Stored data entries

┌──

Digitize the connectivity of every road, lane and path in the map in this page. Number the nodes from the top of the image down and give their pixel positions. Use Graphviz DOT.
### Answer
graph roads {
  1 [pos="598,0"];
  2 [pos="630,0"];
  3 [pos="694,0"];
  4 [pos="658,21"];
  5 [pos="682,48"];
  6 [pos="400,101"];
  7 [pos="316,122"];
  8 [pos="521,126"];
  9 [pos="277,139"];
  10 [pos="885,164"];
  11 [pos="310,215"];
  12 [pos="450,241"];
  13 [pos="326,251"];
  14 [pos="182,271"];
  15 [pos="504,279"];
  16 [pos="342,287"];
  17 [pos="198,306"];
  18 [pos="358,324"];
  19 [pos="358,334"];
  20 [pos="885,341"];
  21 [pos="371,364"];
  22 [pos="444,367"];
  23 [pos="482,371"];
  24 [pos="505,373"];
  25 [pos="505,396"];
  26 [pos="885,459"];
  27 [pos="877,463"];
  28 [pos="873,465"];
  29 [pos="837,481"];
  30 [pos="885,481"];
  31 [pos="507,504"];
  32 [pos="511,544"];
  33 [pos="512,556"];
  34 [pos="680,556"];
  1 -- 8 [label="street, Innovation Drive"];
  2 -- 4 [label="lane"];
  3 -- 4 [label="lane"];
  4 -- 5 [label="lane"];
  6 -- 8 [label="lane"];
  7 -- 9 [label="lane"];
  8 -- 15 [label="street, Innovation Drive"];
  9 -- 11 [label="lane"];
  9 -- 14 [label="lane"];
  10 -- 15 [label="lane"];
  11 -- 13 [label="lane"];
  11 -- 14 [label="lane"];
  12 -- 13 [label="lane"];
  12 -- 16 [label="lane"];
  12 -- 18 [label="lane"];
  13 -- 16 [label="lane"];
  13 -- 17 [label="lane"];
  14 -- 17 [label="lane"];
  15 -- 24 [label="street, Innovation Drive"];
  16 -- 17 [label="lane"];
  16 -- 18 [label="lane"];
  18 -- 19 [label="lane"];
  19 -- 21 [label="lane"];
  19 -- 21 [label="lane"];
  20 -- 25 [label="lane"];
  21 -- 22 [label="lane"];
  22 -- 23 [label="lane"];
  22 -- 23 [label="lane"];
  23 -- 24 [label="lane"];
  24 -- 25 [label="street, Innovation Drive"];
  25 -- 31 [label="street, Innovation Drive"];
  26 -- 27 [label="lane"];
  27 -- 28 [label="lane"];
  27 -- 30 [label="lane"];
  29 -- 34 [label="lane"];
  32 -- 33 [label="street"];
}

└──

*The task*. Each line of the entries above that contains "street" must be copied into the answer.

*Solution for this problem*.
  1 -- 8 [label="street, Innovation Drive"];
  8 -- 15 [label="street, Innovation Drive"];
  15 -- 24 [label="street, Innovation Drive"];
  24 -- 25 [label="street, Innovation Drive"];
  25 -- 31 [label="street, Innovation Drive"];
  32 -- 33 [label="street"];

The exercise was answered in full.